There are times when my critical faculties hit a brick wall of incomprehension. I suppose this is pure Guardian - from Joseph Fritzl to Iraq via Hitler, Fred West, Pol Pot and Attila the Hun, combined with a sense that it is somehow all our fault. I really need help understanding this conclusion:
America's picture of itself as inviolable was shredded on 9/11, and for a moment the world's most powerful nation was flayed. Just as its solution to the agony of vulnerability was to attack Afghanistan and Iraq, so the solution to the presence of monsters in our midst is to rid ourselves both of them and any identity with them. They become the receptacle for everything that is bad, and in casting it away we can believe that we are good enough and once again in charge.
What on earth does this mean? The subheading to the piece says that "We cast evildoers such as Fritzl as bogeymen to spare ourselves any moral self-examination". I thought that it was because imprisoning and serially raping your daughter in a specially constructed cellar over a 24 year period might just be described as both abnormal and utterly wicked. How foolishly simplistic of me, I am obviously in need of therapy to uncover my moral complicity.

5 comments:

Anonymous said...

"What on earth does this mean?" One possibility is that the editor of the Guardian has more space and money at his (and it is a he, I think) disposal than he sensibly knows what to do with. (Assuming Ms Topolski was paid for her pearls of wisdom.) Unless its only online, in which case, "whatever".
Missed a good one yesteday Peter. Holroyd looks pretty impressive at CC1 level.

Anton Deque said...

I have read this quotation several times and have concluded it is the result of a far fetched attempt to fold Fritzl into a narrative (perhaps even a beloved 'meta-narrative'?) whereby civilised revulsion for a terrible crime is equated to a desire for revenge. By these terms no responsible society could defend itself or its people and liberal society could not have come into being.

Anonymous said...

The Guardian speaks nonsense which is no surprise, but what is the appropriate punishment?
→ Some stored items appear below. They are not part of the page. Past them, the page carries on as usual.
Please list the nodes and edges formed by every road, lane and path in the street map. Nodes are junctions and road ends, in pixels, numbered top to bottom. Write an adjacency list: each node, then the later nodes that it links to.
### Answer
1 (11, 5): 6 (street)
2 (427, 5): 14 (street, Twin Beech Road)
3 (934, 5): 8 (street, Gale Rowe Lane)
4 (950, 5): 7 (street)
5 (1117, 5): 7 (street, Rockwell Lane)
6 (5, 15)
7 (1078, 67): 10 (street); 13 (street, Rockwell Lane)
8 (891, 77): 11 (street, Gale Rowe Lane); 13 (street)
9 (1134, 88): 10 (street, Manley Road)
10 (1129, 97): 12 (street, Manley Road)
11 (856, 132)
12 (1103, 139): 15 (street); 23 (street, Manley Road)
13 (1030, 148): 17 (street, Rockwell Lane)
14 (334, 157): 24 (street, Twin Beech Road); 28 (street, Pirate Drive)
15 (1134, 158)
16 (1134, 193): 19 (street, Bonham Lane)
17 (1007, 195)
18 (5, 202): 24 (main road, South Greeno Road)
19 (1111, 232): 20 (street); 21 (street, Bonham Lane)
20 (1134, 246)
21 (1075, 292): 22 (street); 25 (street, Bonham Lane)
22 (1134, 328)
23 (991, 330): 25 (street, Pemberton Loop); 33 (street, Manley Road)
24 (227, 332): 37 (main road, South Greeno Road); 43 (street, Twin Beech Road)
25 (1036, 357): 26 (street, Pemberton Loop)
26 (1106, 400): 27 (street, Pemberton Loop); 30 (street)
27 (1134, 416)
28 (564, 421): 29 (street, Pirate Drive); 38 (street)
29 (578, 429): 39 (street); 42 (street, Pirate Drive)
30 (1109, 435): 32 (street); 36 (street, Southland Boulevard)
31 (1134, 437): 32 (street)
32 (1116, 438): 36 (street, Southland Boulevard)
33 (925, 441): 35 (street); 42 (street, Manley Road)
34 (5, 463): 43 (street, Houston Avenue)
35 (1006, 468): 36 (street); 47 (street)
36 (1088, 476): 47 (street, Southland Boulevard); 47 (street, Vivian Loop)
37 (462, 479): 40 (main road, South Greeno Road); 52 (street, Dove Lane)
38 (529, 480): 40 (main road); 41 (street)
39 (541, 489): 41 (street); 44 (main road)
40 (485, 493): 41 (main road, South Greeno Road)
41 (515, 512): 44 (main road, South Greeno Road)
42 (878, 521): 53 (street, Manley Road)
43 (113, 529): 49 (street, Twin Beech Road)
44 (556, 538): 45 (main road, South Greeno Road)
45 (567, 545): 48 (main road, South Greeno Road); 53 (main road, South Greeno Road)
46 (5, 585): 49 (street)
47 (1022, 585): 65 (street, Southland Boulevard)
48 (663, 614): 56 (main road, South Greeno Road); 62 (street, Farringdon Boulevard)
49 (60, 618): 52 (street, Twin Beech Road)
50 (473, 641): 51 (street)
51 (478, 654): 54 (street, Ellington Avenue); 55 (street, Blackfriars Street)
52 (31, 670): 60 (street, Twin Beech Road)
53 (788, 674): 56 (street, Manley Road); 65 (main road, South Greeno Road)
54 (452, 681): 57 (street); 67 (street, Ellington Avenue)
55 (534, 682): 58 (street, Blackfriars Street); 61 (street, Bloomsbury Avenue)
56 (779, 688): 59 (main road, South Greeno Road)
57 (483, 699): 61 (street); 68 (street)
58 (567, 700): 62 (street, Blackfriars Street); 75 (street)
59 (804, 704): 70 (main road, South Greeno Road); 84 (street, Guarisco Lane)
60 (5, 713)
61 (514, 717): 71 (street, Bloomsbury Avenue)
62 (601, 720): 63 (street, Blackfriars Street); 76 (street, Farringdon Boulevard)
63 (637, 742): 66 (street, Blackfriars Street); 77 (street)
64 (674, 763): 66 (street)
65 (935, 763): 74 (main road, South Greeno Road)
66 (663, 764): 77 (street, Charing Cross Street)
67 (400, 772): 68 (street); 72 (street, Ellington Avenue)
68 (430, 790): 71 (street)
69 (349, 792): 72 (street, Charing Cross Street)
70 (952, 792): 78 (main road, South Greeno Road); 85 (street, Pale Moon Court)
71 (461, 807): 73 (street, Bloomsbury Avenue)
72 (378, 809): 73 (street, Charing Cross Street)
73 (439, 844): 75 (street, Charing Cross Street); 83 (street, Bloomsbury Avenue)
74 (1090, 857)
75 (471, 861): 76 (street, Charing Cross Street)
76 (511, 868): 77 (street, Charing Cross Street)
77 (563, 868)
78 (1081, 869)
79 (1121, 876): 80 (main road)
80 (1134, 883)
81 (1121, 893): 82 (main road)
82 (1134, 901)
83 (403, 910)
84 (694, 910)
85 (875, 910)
I used to think that retributive justice was right but am not sure now. DNA analysis, not relevant here I agree, has cast a question over so many cases.

We know what is abhorrent. We usually know who is guilty. What is the punishment? Buggered if I know.

Graeme said...

Sounds like some Furedist bullshit to me.

SnoopyTheGoon said...

If ya'll don't see that this Fritzl character is a direct result of Greco-Roman imperialism, ZioHitleroBush policies and global warming, I am helpless.